Poisson's equation and Green's functions

[jmb]

Trying to verify the general integral solution to Poisson's equation I reach the following contradiction, what am I missing/doing wrong?

A solution $$u(\mathbf{x})$$ to Poisson's equation satisfies:

$$\nabla^2 u(\mathbf{x}) = - \frac{\rho(\mathbf{x})}{\epsilon_0}$$

we can find such a solution in a given domain by evaluating:

$$u(\mathbf{x}) = \int_{V} \frac{\rho(\mathbf{x'})}{4 \pi \epsilon_0 |\mathbf{x}-\mathbf{x'}|} d\mathbf{x'}$$

or equivalently (if we are only interested in the electric field):

$$\mathbf{E} = -\nabla u = - \int_{V} \frac{\rho(\mathbf{x'})}{4 \pi \epsilon_0} \frac{\mathbf{x}-\mathbf{x'}}{|\mathbf{x}-\mathbf{x'}|^3} d\mathbf{x'}$$

We can think of these solutions as either the Green's function solution or, physically, as the convolution of the point source solution with the source density $$\rho(\mathbf{x})$$.

However if I take the Laplacian (or the divergence in the case of the electric field solution) of either of the above I get zero instead of $$-\frac{\rho}{\epsilon_0}$$. What am I missing??

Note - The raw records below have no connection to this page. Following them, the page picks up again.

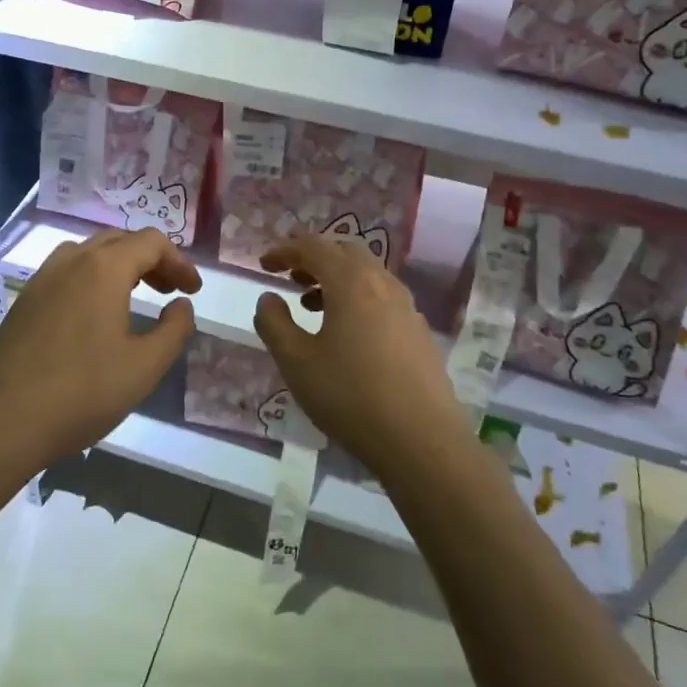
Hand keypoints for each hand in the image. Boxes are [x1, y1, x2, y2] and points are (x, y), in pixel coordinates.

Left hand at [0, 229, 201, 471]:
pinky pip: (67, 272)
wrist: (0, 424)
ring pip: (90, 253)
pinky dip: (92, 278)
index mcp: (103, 268)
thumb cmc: (81, 393)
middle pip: (120, 240)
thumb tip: (181, 305)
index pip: (151, 242)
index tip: (193, 291)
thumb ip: (174, 330)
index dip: (179, 261)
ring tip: (136, 295)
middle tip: (170, 291)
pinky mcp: (24, 301)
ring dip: (120, 265)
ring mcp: (42, 279)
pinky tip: (95, 314)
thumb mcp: (144, 367)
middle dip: (152, 260)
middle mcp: (71, 261)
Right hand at [252, 235, 471, 476]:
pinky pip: (382, 296)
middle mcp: (382, 283)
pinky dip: (357, 297)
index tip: (264, 265)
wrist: (422, 440)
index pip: (313, 247)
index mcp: (351, 281)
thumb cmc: (350, 396)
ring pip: (367, 274)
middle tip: (290, 277)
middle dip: (314, 258)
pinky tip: (347, 332)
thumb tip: (268, 298)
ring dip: (336, 278)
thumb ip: (274, 323)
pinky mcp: (418, 330)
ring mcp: (406, 306)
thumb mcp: (297, 362)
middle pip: (345, 251)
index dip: (285, 250)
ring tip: (312, 305)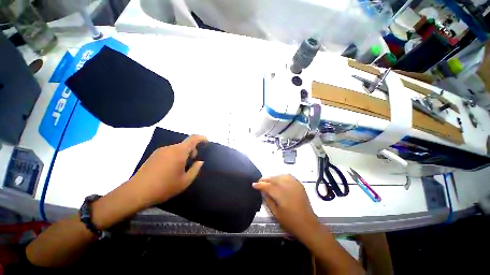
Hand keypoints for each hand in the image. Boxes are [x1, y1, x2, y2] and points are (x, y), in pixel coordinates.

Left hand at [130, 135, 206, 207]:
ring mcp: (160, 151)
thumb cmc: (164, 187)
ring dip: (183, 154)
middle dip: (192, 150)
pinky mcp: (154, 155)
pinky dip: (175, 156)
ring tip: (181, 167)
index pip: (193, 139)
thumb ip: (195, 169)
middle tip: (192, 162)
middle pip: (185, 144)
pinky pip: (169, 151)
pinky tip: (171, 168)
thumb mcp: (185, 181)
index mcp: (179, 152)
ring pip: (177, 148)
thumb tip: (200, 162)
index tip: (206, 142)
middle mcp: (170, 148)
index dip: (201, 138)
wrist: (137, 192)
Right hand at [253, 174, 319, 239]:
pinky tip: (279, 179)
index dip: (260, 185)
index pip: (267, 186)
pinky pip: (288, 176)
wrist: (308, 224)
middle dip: (265, 179)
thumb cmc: (290, 221)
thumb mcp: (276, 213)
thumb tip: (263, 191)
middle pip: (273, 179)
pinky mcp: (299, 185)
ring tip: (269, 180)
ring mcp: (294, 184)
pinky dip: (282, 176)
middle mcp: (287, 187)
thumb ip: (268, 200)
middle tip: (260, 181)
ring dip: (273, 177)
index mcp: (281, 195)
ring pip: (280, 176)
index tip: (254, 184)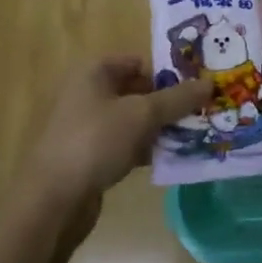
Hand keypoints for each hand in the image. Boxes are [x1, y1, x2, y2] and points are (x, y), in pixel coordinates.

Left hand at [23, 58, 211, 229]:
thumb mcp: (141, 115)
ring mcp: (89, 125)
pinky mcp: (90, 155)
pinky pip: (126, 143)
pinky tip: (170, 158)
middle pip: (138, 90)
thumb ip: (177, 99)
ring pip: (134, 119)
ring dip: (160, 127)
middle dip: (168, 102)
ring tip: (193, 135)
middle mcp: (89, 92)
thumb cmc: (95, 141)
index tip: (197, 87)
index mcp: (95, 71)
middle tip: (201, 111)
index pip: (140, 61)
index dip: (168, 72)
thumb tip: (209, 84)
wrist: (52, 201)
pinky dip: (145, 148)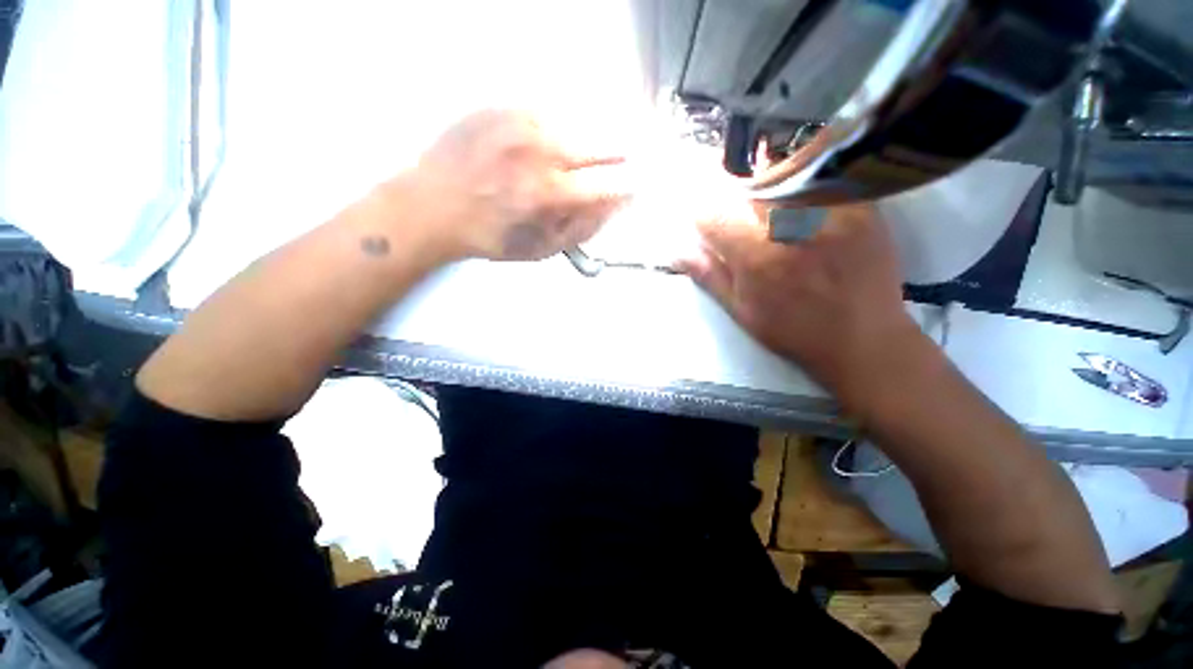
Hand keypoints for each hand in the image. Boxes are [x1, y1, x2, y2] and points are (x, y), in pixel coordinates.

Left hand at [388, 109, 629, 261]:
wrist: (432, 205)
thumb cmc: (490, 236)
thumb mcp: (540, 249)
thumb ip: (581, 230)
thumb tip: (612, 208)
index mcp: (550, 195)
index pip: (609, 186)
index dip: (628, 188)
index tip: (634, 189)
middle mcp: (541, 153)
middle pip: (601, 146)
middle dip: (617, 157)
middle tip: (621, 161)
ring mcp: (520, 124)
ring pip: (576, 126)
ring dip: (586, 143)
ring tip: (576, 159)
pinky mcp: (501, 108)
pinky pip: (546, 113)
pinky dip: (557, 129)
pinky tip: (546, 145)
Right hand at [676, 203, 919, 399]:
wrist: (864, 338)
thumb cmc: (794, 330)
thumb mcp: (741, 310)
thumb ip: (708, 275)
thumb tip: (677, 251)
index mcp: (756, 256)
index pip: (712, 213)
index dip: (703, 217)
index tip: (708, 225)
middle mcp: (791, 225)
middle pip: (746, 186)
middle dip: (734, 200)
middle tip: (742, 220)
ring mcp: (830, 210)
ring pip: (782, 175)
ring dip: (766, 190)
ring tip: (774, 215)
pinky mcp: (861, 204)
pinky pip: (819, 180)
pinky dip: (802, 188)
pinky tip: (804, 212)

To evaluate the Laplacian/divergence of the above I make use of the fact that $$\mathbf{x'}$$ is a 'dummy variable', which allows me to switch the order of integration and differentiation when applying $$\nabla^2$$ to the integral on the RHS and also means the components of $$\mathbf{x'}$$ all have derivative zero. With these assumptions the operation is fairly straightforward to carry out, but I have anyway verified my answer with Mathematica.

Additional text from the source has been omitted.